I felt like I was in labor for over a week. I was having trouble sleeping, when I moved around it got worse. So, when I found myself sitting on the kitchen floor tearing in pain after trying to mop, I called my OBGYN’s office. I left a message and was told I would receive a callback.
I did not get a callback, tried reaching to see if I could get the strings myself and didn’t have luck, I could barely touch them. I called again the next day. The nurse got on the phone and, in the crabbiest tone of voice I’ve ever received from a nurse said, “It’s only been 10 days you should expect cramping.” I explained that it was beyond that and that I just needed the Mirena taken out. She transferred me back to the secretary who didn’t have an opening for days. I told her I couldn’t wait that long and was also placed on a cancellation list. I informed her that, at this point, I would take it out myself if I could reach it.
The secretary called me back and told me that Dr. Baseski said, “if the pain is that bad to go to urgent care.” I was ready to go. I called several urgent cares who told me that they “didn’t do that.” And recommended I call my OBGYN. I then called two local ERs and spoke with them. They said they didn’t do IUD removal, I explained that I was in a lot of pain, but they recommended that I call my OBGYN and said it was “their responsibility.”
I called planned parenthood, an appointment wasn’t available for two weeks.

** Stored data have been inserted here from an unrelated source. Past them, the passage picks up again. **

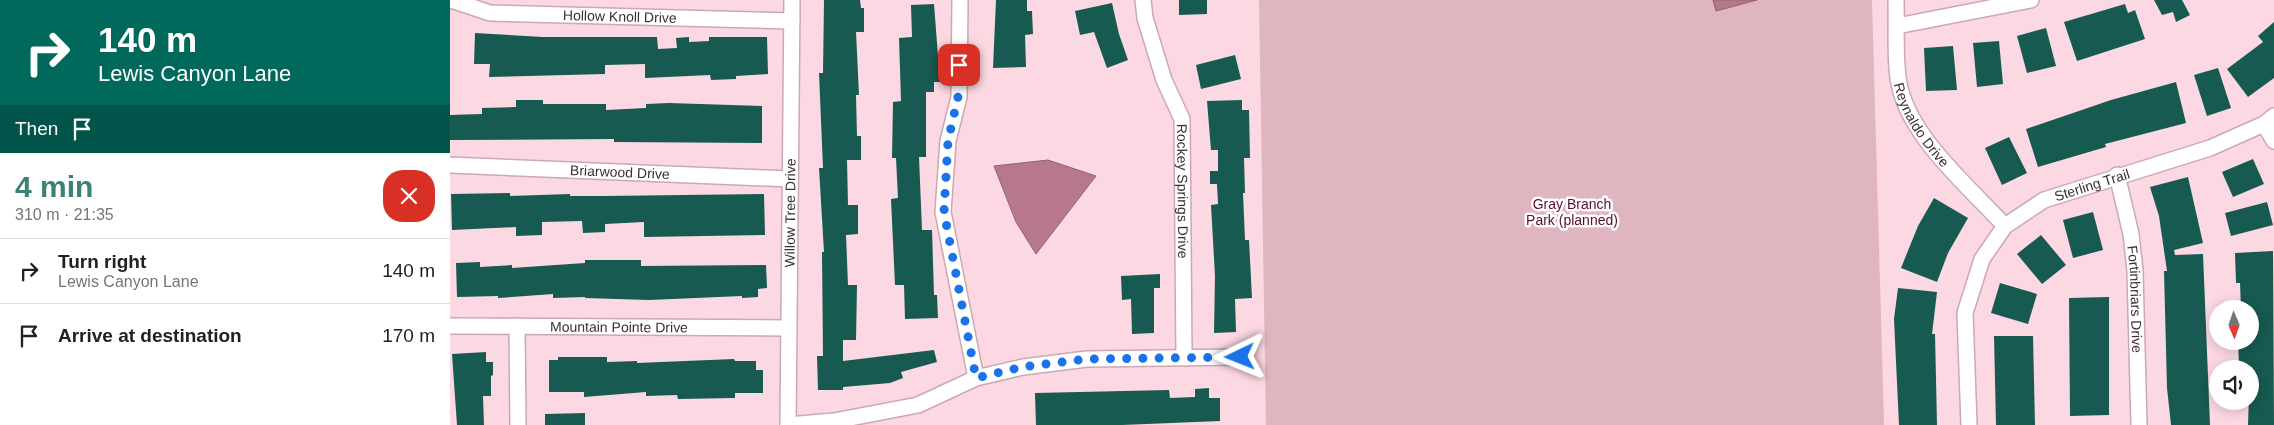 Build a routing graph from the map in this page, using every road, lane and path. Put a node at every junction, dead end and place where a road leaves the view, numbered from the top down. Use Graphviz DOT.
graph roads {
  1 [pos="450,0"];
  2 [pos="792,0"];
  3 [pos="960,0"];
  4 [pos="1143,0"];
  5 [pos="1896,0"];
  6 [pos="2031,0"];
  7 [pos="792,21"];
  8 [pos="1896,26"];
  9 [pos="2269,120"];
  10 [pos="2274,141"];
  11 [pos="450,165"];
  12 [pos="2117,175"];
  13 [pos="790,179"];
  14 [pos="2005,226"];
  15 [pos="450,326"];
  16 [pos="517,326"];
  17 [pos="788,328"];
  18 [pos="1240,357"];
  19 [pos="1184,358"];
  20 [pos="976,378"];
  21 [pos="518,425"];
  22 [pos="788,425"];
  23 [pos="1969,425"];
  24 [pos="2139,425"];
  1 -- 7 [label="street, Hollow Knoll Drive"];
  2 -- 7 [label="street, Willow Tree Drive"];
  3 -- 20 [label="street"];
  4 -- 19 [label="street, Rockey Springs Drive"];
  5 -- 8 [label="street, Reynaldo Drive"];
  6 -- 8 [label="street"];
  7 -- 13 [label="street, Willow Tree Drive"];
  8 -- 14 [label="street, Reynaldo Drive"];
  9 -- 10 [label="street"];
  9 -- 12 [label="street, Sterling Trail"];
  11 -- 13 [label="street, Briarwood Drive"];
  12 -- 14 [label="street, Sterling Trail"];
  12 -- 24 [label="street, Fortinbriars Drive"];
  13 -- 17 [label="street, Willow Tree Drive"];
  14 -- 23 [label="street, Sterling Trail"];
  15 -- 16 [label="street, Mountain Pointe Drive"];
  16 -- 17 [label="street, Mountain Pointe Drive"];
  16 -- 21 [label="street"];
  17 -- 22 [label="street, Willow Tree Drive"];
  18 -- 19 [label="street"];
  19 -- 20 [label="street"];
  20 -- 22 [label="street"];
}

So, I found myself on the internet reading about Mirena self-removal. If I could have phoned a friend…I would have! I read that just about anyone could remove it. That the arms fold up and you just have to gently pull down on the strings, which felt more like wires to me.

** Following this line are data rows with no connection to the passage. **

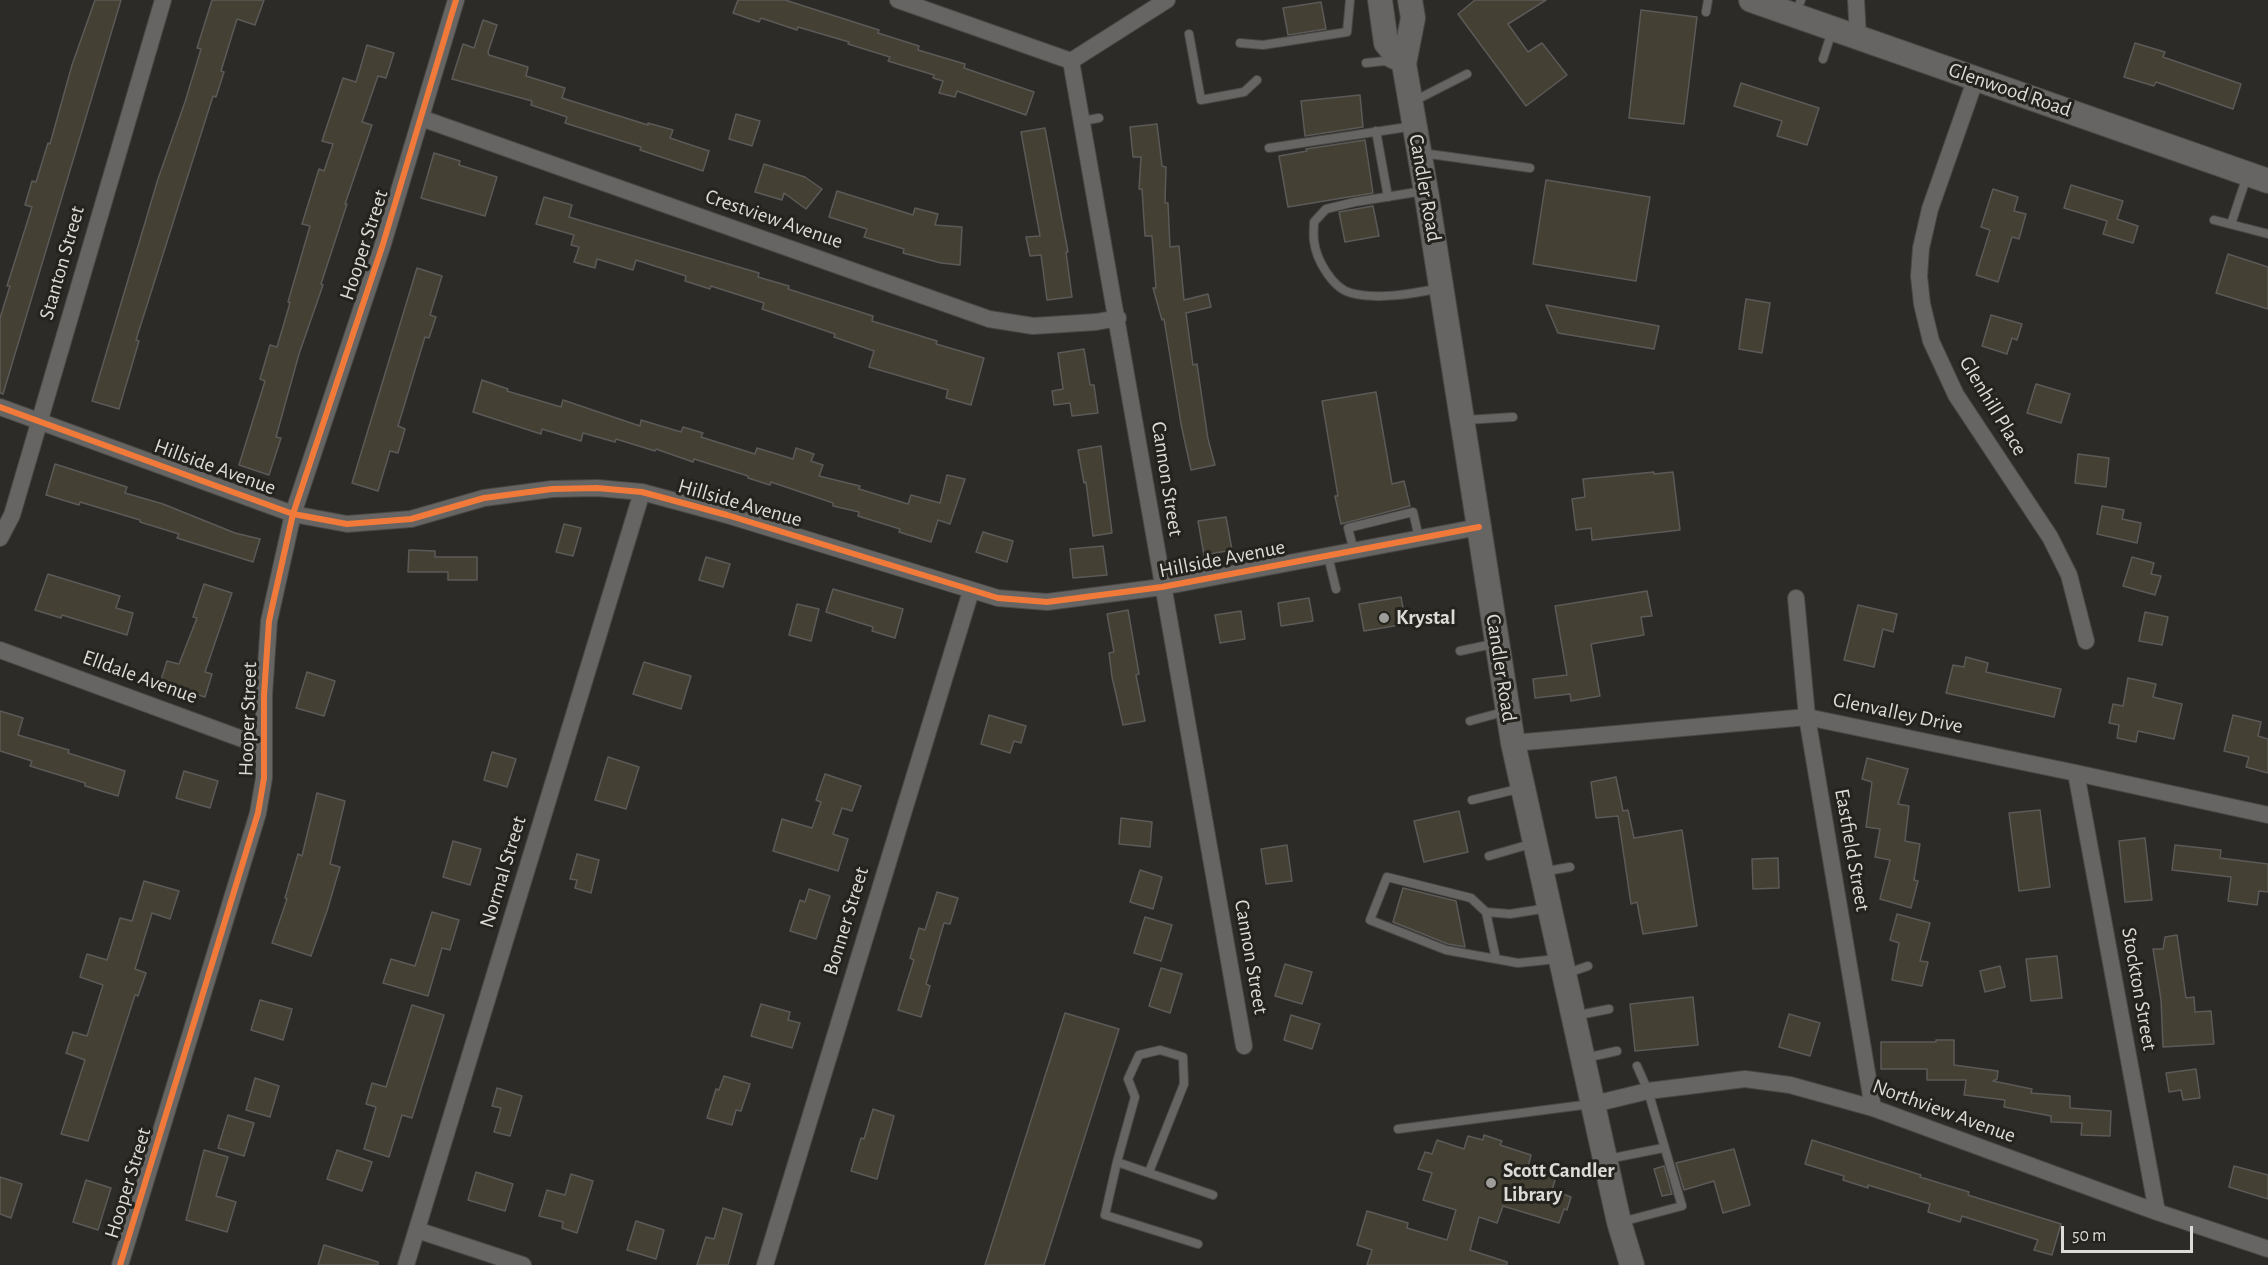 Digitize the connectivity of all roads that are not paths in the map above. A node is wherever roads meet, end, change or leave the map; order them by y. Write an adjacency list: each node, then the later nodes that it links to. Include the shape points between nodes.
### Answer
1 (163, 0): 42 (street, Stanton Street)
2 (456, 0): 25 (street, Hooper Street)
3 (898, 0): 18 (street)
4 (1167, 0): 18 (street)
5 (1350, 0): 16 (lane, via 1347,33 1263,45)
6 (1380, 0): 20 (main road, Candler Road, via 1386,43)
7 (1410, 0): 20 (main road, Candler Road, via 1413,18)
8 (1708, 0): 12 (lane)
9 (1751, 0): 11 (main road, Glenwood Road)
10 (1856, 0): 15 (street)
11 (1798, 8): 13 (main road, Glenwood Road)
12 (1707, 12)
13 (1833, 28): 15 (main road, Glenwood Road); 17 (lane)
14 (1189, 34): 23 (lane, via 1201,100 1244,92)
15 (1858, 36): 22 (main road, Glenwood Road)
16 (1240, 43)
17 (1823, 59)
18 (1071, 61): 27 (street, Cannon Street)
19 (1366, 63): 20 (lane, via 1385,61)
20 (1405, 68): 24 (main road, Candler Road)
21 (1467, 74): 24 (lane)
22 (1976, 78): 32 (main road, Glenwood Road); 55 (street, Glenhill Place, via 1930,209 1921,248 1922,304 1931,341 1956,396 2050,537 2069,575)
23 (1257, 80)
24 (1412, 114): 28 (lane); 30 (main road, Candler Road)
25 (421, 118): 39 (street, Crestview Avenue, via 989,319 1033,326); 45 (street, Hooper Street)
26 (1099, 118): 27 (lane)
27 (1082, 121): 39 (street, Cannon Street)
28 (1376, 131): 29 (lane); 34 (lane)
29 (1269, 148)
30 (1419, 153): 31 (lane); 33 (main road, Candler Road)
31 (1530, 168)
32 (2258, 177): 36 (lane)
33 (1426, 191): 34 (lane); 38 (main road, Candler Road)
34 (1388, 196): 38 (lane, via 1326,209 1314,222 1314,242 1320,261 1331,279 1349,292 1412,294)
35 (2214, 220): 36 (lane)
36 (2231, 224): 37 (lane)
37 (2268, 234)
38 (1442, 288): 43 (main road, Candler Road)
39 (1118, 318): 51 (street, Cannon Street)
40 (0, 407): 42 (street, Hillside Avenue)
41 (1513, 417): 43 (lane)
42 (39, 420): 45 (street, Hillside Avenue); 47 (street, Stanton Street, via 12,515)
43 (1462, 421): 46 (main road, Candler Road)
44 (642, 492): 45 (street, Hillside Avenue, via 552,489 484,498 411,519 347,524); 53 (street, Hillside Avenue); 94 (street, Normal Street)
45 (293, 514): 63 (street, Hooper Street, via 269,621)
46 (1479, 527): 48 (street, Hillside Avenue); 56 (main road, Candler Road)
47 (0, 538)
48 (1419, 538): 49 (street, Hillside Avenue); 49 (lane, via 1413,512 1348,528)
49 (1354, 551): 50 (street, Hillside Avenue)
50 (1328, 555): 51 (street, Hillside Avenue); 52 (lane)
51 (1162, 587): 53 (street, Hillside Avenue, via 1047,602 998,598); 79 (street, Cannon Street)
52 (1336, 589)
53 (971, 591): 100 (street, Bonner Street)
54 (1796, 598): 60 (street, Eastfield Street)
55 (2086, 641)
56 (1497, 643): 58 (lane); 59 (main road, Candler Road)
57 (0, 650): 63 (street, Elldale Avenue)
58 (1460, 651)
59 (1508, 711): 61 (lane); 62 (main road, Candler Road)
60 (1807, 717): 62 (street, Glenvalley Drive); 64 (street, Glenvalley Drive); 85 (street, Eastfield Street)
61 (1470, 721)
62 (1513, 743): 65 (main road, Candler Road)
63 (264, 747): 97 (street, Hooper Street, via 264,778 246,858)
64 (2076, 773): 67 (street, Glenvalley Drive); 92 (street, Stockton Street)
65 (1523, 788): 66 (lane); 68 (main road, Candler Road)
66 (1472, 800)
67 (2268, 815)
68 (1535, 843): 69 (lane); 71 (main road, Candler Road)
69 (1489, 856)
70 (1570, 867): 71 (lane)
71 (1542, 872): 72 (main road, Candler Road)
72 (1550, 908): 73 (lane, via 1510,914); 75 (main road, Candler Road)
73 (1486, 912): 74 (lane); 74 (lane, via 1471,898 1387,878 1370,920 1446,950)
74 (1496, 959): 75 (lane)
75 (1563, 966): 76 (lane); 78 (main road, Candler Road)
76 (1588, 966)
77 (1609, 1009): 78 (lane)
78 (1574, 1016): 81 (main road, Candler Road)
79 (1245, 1046)
80 (1617, 1051): 81 (lane)
81 (1583, 1058): 84 (main road, Candler Road)
82 (1637, 1066): 83 (lane)
83 (1647, 1091): 84 (street, Northview Avenue); 85 (street, Northview Avenue, via 1746,1079 1790,1085); 87 (lane)
84 (1594, 1104): 86 (lane); 88 (main road, Candler Road)
85 (1873, 1108): 92 (street, Northview Avenue)
86 (1398, 1129)
87 (1664, 1148): 88 (lane); 93 (lane, via 1682,1206)
88 (1606, 1160): 93 (main road, Candler Road)
89 (1117, 1162): 90 (lane); 90 (lane, via 1135,1097 1128,1079 1139,1055 1160,1050 1183,1057 1184,1084); 95 (lane, via 1105,1215)
90 (1149, 1172): 91 (lane)
91 (1213, 1194)
92 (2157, 1212): 96 (street, Northview Avenue)
93 (1619, 1222): 101 (main road, Candler Road)
94 (417, 1230): 98 (street, Normal Street); 99 (street)
95 (1198, 1244)
96 (2268, 1250)
97 (120, 1265)
98 (406, 1265)
99 (523, 1265)
100 (765, 1265)
101 (1632, 1265)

After several tries, I found myself squatting on the bathroom floor trying to push down like I do when my menstrual cup gets up too high and I finally was able to sweep the strings down to where I could pinch the bottom with my thumb and index finger. I started pulling and I cried when I got the damn thing out!!
I laid on my living room floor and cried for a bit. Upset with the care I received. Upset with how I felt. Relieved that I got the device out but concerned that something was wrong. I took a photo of it and sent it to my friend. Thankfully, it wasn’t long before a large percentage of the labor- like pains I felt went away.

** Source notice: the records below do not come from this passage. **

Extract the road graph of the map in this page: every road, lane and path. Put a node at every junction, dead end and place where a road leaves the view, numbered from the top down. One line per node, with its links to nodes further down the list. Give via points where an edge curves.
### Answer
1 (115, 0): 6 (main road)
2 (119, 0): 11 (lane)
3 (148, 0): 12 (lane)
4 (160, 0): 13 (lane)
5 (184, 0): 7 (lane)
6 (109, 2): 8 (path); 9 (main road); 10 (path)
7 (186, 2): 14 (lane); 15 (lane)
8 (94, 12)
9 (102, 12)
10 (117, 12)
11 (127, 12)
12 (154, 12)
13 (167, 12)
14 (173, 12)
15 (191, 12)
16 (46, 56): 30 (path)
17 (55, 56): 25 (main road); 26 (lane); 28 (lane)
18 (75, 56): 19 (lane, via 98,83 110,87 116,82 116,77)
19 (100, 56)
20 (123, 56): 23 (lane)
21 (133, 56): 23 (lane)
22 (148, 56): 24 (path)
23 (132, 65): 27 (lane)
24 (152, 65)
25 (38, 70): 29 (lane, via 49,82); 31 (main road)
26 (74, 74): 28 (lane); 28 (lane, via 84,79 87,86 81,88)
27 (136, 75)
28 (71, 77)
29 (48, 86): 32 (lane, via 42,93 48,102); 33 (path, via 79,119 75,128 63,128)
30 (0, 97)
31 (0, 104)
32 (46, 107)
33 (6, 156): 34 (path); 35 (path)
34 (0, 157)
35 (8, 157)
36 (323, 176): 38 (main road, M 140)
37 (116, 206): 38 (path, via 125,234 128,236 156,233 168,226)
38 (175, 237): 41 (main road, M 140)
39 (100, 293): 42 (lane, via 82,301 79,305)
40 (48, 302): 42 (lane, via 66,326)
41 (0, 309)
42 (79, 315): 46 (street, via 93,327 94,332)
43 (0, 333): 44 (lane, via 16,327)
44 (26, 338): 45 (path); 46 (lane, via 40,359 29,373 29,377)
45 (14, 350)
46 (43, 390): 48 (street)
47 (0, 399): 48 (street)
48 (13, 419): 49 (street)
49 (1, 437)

Finally, My visit with my OBGYN
I looked forward to my visit with my OBGYN. I wanted to talk to her about what happened. I wanted to tell her that the person I was in a relationship with was a pathological liar and was not only living with a woman, but also possibly got someone else pregnant. I wanted to ask for bloodwork and to generally talk about what happened.
However, I did not get the care I needed.
When I was called back by the nurse, weighted and sat down to get my blood pressure taken I pulled the Mirena device out of my purse in a baggie. I got it out! I told her happily. She looked angry.
She asked, “Then what are you doing here?”
I said, “I have an appointment.”
The nurse said, “But all we would do is remove the Mirena and you already did that, I don’t know why you’re here.”
I asked, “Do you want me to go?”
Yes, she said. So I got up and left.
I got home and told my Mom. Who was outraged. She was a nurse for 40+ years and couldn’t believe I was treated that way. On my way home I had called Dr. Baseski’s office and asked for a call back from the doctor. I never got it. My Mom called and spoke with the secretary, neither of us ever got a response from the office. I am searching for a new office for my care.
My Mom asked why I didn’t fight with the nurse and demand to be seen. After what I went through with the Mirena, finding out the person I loved was three-timing me at least and lied about everything I loved about him…I didn’t have it in me.
Am I okay? I hope so! I still have not been seen by anyone. My family doctor ordered me some bloodwork and STD testing and thankfully, it all came back okay.
I wanted to put this experience out there. Sometimes, we are not treated well. If this has happened to you, I am deeply sorry. You are not alone and I know I am not either.